Aim of the exercise
Every line in the data below that has the word "links" should be returned.

Dataset
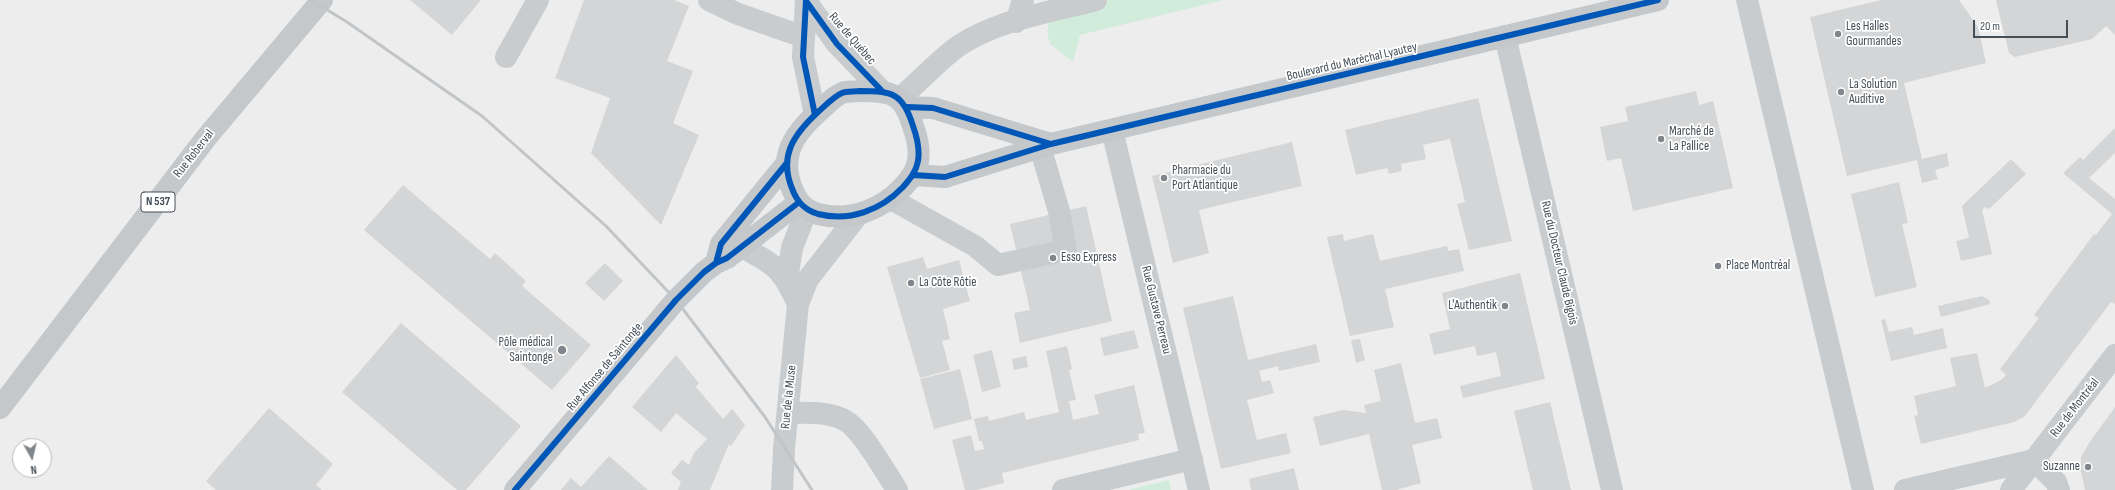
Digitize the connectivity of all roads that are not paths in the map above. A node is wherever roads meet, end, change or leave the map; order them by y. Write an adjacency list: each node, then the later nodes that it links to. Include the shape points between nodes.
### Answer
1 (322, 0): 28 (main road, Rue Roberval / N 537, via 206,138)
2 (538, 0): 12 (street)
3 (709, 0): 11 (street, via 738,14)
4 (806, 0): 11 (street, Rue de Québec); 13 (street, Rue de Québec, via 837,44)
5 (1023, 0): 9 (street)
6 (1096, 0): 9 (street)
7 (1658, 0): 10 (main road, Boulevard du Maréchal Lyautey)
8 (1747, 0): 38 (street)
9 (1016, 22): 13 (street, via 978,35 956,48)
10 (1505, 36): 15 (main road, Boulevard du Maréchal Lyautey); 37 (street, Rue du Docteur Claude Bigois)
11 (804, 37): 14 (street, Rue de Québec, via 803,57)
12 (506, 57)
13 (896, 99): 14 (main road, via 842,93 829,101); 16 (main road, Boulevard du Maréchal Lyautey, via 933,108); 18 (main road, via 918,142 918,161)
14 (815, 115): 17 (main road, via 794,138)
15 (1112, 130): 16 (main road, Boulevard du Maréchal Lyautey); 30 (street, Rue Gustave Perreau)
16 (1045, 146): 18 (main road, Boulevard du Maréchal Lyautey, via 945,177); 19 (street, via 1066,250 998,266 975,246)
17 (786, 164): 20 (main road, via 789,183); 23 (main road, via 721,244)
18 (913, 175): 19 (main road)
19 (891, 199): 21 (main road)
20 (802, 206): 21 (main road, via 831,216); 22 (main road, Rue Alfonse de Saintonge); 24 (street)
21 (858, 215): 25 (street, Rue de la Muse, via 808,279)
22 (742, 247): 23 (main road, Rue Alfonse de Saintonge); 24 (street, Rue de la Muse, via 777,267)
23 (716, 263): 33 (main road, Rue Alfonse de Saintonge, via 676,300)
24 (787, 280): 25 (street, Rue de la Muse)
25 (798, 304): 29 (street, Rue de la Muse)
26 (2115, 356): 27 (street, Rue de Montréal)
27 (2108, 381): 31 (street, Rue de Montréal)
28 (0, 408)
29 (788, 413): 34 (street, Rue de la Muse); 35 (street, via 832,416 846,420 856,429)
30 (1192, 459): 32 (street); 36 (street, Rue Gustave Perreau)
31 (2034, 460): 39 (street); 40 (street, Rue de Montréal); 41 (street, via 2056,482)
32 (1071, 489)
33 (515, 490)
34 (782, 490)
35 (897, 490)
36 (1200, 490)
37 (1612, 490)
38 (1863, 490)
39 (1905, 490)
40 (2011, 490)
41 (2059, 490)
--
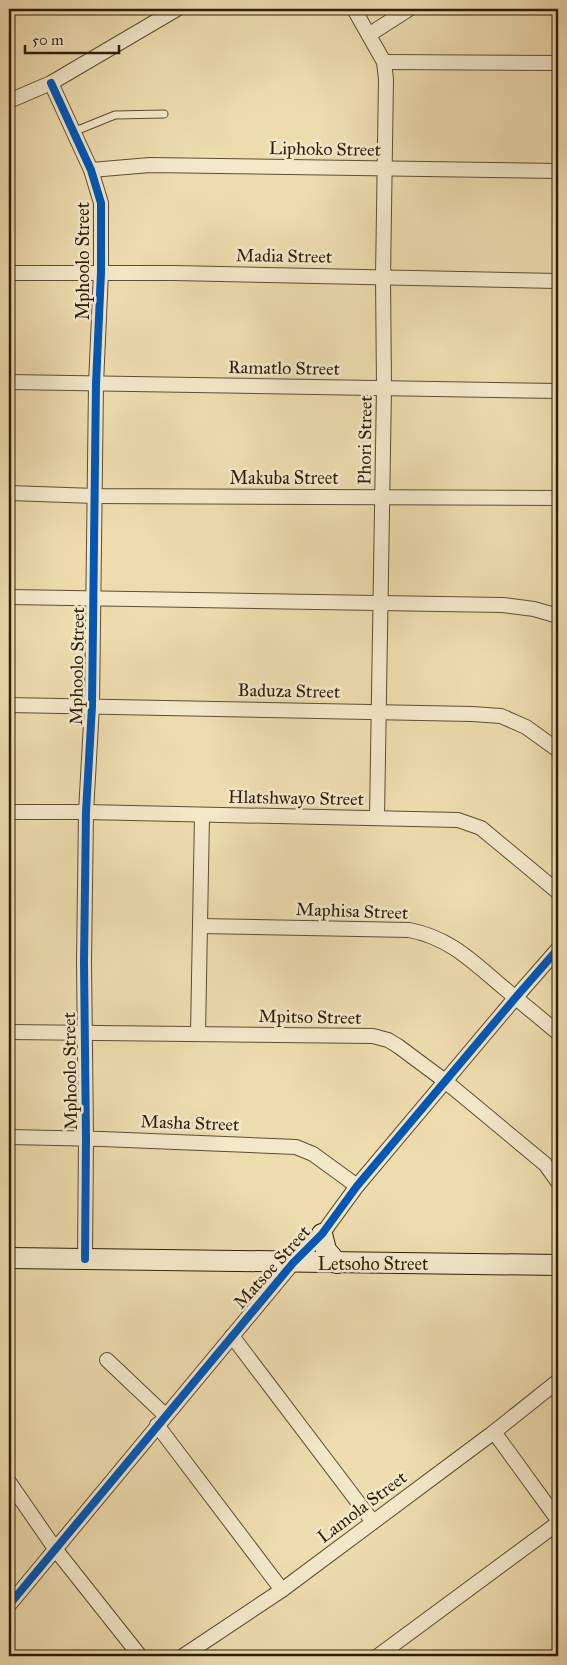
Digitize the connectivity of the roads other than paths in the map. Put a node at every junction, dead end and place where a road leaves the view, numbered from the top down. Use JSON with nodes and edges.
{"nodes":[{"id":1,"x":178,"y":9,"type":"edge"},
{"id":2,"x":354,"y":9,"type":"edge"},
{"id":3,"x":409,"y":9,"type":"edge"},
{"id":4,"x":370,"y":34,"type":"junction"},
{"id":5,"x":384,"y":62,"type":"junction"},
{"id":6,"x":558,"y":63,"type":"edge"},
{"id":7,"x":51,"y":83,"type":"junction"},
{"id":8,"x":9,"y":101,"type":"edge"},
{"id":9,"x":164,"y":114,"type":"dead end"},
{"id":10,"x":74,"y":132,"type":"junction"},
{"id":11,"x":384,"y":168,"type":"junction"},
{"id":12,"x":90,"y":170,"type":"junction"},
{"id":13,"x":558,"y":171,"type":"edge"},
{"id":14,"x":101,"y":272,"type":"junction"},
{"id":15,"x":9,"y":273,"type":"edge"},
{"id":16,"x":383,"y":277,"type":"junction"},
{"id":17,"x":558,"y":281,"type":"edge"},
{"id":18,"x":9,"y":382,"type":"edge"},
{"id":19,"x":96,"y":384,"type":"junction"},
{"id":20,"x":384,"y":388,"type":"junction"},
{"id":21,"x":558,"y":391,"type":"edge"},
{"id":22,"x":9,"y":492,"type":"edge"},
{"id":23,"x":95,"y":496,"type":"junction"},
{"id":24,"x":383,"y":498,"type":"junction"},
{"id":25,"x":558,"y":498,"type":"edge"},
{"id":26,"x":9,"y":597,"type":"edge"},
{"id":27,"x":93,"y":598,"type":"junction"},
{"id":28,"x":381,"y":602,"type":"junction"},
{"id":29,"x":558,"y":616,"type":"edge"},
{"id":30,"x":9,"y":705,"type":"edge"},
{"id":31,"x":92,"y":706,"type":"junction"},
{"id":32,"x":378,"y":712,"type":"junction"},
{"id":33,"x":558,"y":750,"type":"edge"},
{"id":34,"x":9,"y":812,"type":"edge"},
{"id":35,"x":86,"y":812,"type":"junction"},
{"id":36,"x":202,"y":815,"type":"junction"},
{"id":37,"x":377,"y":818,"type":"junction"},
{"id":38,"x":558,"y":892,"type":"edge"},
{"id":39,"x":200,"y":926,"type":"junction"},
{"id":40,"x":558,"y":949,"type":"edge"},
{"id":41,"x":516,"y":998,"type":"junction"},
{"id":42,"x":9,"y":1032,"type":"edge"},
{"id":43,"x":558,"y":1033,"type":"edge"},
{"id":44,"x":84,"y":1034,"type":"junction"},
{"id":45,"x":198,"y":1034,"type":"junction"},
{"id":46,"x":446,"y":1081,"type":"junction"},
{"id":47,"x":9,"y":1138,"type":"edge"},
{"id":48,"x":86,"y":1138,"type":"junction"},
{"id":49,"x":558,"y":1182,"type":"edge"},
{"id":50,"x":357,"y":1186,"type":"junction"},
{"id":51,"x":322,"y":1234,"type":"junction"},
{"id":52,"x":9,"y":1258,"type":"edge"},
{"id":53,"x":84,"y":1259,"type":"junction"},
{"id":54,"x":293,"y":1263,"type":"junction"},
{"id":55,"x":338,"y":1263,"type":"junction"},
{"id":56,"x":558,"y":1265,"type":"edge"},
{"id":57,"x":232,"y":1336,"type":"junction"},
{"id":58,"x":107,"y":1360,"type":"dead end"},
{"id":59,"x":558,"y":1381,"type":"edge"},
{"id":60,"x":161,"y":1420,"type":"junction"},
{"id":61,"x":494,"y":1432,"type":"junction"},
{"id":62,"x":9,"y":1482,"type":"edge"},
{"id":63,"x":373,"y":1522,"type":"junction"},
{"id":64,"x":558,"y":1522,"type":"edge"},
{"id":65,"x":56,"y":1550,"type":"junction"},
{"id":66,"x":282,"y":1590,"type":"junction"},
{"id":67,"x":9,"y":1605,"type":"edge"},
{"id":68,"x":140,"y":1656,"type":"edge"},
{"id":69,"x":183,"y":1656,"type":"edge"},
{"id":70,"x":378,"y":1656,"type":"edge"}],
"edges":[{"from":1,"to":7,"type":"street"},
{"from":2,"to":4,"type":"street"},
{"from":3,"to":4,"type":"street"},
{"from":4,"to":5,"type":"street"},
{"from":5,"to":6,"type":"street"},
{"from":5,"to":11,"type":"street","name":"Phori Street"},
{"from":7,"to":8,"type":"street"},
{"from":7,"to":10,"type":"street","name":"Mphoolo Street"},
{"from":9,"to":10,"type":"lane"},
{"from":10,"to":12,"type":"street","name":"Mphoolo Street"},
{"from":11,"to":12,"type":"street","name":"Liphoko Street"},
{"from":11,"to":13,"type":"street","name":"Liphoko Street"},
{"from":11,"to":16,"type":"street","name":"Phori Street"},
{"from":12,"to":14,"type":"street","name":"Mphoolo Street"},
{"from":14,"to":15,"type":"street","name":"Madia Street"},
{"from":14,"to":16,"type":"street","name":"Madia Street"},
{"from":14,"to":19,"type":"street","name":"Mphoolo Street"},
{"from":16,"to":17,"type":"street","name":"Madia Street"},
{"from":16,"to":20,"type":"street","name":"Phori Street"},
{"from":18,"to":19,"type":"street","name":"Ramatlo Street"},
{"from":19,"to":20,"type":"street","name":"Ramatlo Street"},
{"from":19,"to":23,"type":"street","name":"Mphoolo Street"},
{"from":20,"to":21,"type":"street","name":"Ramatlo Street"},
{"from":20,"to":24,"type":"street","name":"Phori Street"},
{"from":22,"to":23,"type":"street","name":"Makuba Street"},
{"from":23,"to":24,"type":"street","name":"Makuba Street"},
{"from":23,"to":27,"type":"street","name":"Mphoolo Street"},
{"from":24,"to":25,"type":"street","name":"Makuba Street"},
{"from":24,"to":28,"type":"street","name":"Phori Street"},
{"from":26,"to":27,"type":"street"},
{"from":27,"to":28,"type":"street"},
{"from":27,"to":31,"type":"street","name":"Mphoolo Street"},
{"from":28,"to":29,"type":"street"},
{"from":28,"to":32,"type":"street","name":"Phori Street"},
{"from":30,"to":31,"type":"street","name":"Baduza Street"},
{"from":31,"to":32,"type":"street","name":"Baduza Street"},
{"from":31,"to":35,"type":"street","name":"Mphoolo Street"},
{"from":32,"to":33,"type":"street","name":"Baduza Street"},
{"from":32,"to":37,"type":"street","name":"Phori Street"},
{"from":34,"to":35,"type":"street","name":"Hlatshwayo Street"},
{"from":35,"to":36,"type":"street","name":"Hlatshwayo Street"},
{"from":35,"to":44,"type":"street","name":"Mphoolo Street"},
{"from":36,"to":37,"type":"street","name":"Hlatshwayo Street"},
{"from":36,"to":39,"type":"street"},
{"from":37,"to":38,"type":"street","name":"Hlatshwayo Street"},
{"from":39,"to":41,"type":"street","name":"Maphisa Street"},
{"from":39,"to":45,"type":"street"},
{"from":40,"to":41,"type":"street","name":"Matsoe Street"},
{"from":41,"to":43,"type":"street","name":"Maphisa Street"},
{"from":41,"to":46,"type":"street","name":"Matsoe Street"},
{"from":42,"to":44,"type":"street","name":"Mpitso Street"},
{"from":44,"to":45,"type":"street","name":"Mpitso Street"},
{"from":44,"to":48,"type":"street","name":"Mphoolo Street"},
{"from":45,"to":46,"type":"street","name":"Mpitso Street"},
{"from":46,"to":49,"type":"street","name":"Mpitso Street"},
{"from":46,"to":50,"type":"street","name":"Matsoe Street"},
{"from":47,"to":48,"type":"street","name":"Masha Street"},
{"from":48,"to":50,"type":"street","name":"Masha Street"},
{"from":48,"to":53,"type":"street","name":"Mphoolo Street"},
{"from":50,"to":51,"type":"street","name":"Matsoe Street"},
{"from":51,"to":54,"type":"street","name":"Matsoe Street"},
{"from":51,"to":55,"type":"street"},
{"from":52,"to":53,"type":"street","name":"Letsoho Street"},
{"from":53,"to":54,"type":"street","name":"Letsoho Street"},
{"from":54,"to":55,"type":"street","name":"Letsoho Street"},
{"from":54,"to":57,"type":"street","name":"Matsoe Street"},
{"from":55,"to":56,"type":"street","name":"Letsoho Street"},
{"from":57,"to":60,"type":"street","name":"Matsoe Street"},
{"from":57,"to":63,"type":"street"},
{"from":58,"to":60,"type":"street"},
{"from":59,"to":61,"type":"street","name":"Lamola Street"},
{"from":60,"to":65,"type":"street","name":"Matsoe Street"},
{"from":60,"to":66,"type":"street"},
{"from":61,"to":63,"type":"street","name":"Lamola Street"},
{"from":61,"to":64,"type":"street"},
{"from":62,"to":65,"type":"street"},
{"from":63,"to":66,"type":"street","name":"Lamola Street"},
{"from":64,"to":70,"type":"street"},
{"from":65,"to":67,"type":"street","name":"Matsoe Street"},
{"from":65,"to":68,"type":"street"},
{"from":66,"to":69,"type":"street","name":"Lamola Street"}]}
==
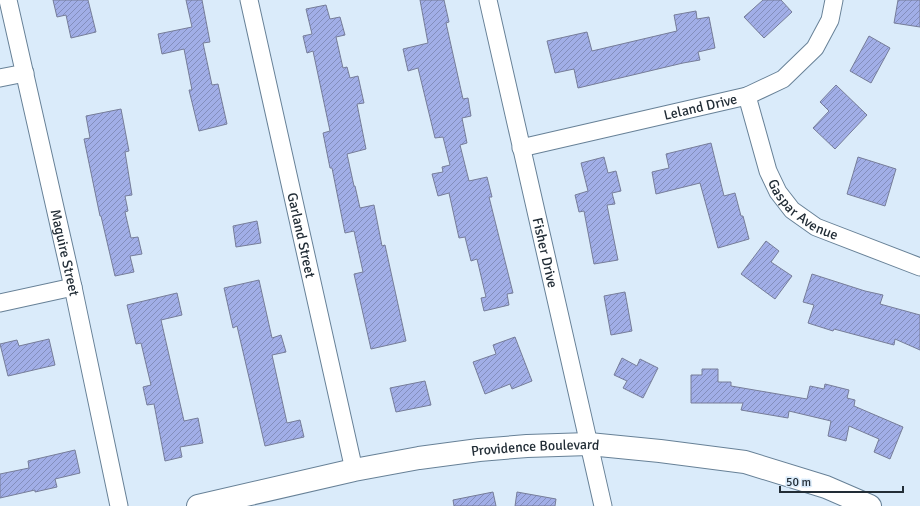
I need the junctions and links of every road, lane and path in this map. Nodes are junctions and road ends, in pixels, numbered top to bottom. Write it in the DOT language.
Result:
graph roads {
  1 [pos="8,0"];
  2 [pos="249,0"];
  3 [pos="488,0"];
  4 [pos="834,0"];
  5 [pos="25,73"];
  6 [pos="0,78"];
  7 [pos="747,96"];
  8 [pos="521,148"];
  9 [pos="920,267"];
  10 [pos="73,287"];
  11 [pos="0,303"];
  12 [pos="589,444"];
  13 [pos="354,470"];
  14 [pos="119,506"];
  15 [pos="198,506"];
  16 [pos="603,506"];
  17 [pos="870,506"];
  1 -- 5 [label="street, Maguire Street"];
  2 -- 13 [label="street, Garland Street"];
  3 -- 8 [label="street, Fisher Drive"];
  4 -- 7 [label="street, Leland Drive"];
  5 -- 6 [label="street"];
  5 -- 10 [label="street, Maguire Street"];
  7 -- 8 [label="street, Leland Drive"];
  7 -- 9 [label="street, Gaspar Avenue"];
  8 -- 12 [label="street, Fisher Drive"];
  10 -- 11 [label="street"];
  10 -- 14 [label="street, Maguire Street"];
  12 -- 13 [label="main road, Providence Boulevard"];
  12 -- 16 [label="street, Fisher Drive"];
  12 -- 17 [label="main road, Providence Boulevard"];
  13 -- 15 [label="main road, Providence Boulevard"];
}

Response below
Digitize the connectivity of all roads that are not paths in the map above. A node is wherever roads meet, end, change or leave the map; order them by y. Write an adjacency list: each node, then the later nodes that it links to. Include the shape points between nodes.
I need the junctions and links of every road, lane and path in this map. Nodes are junctions and road ends, in pixels, numbered top to bottom. Write it in the DOT language.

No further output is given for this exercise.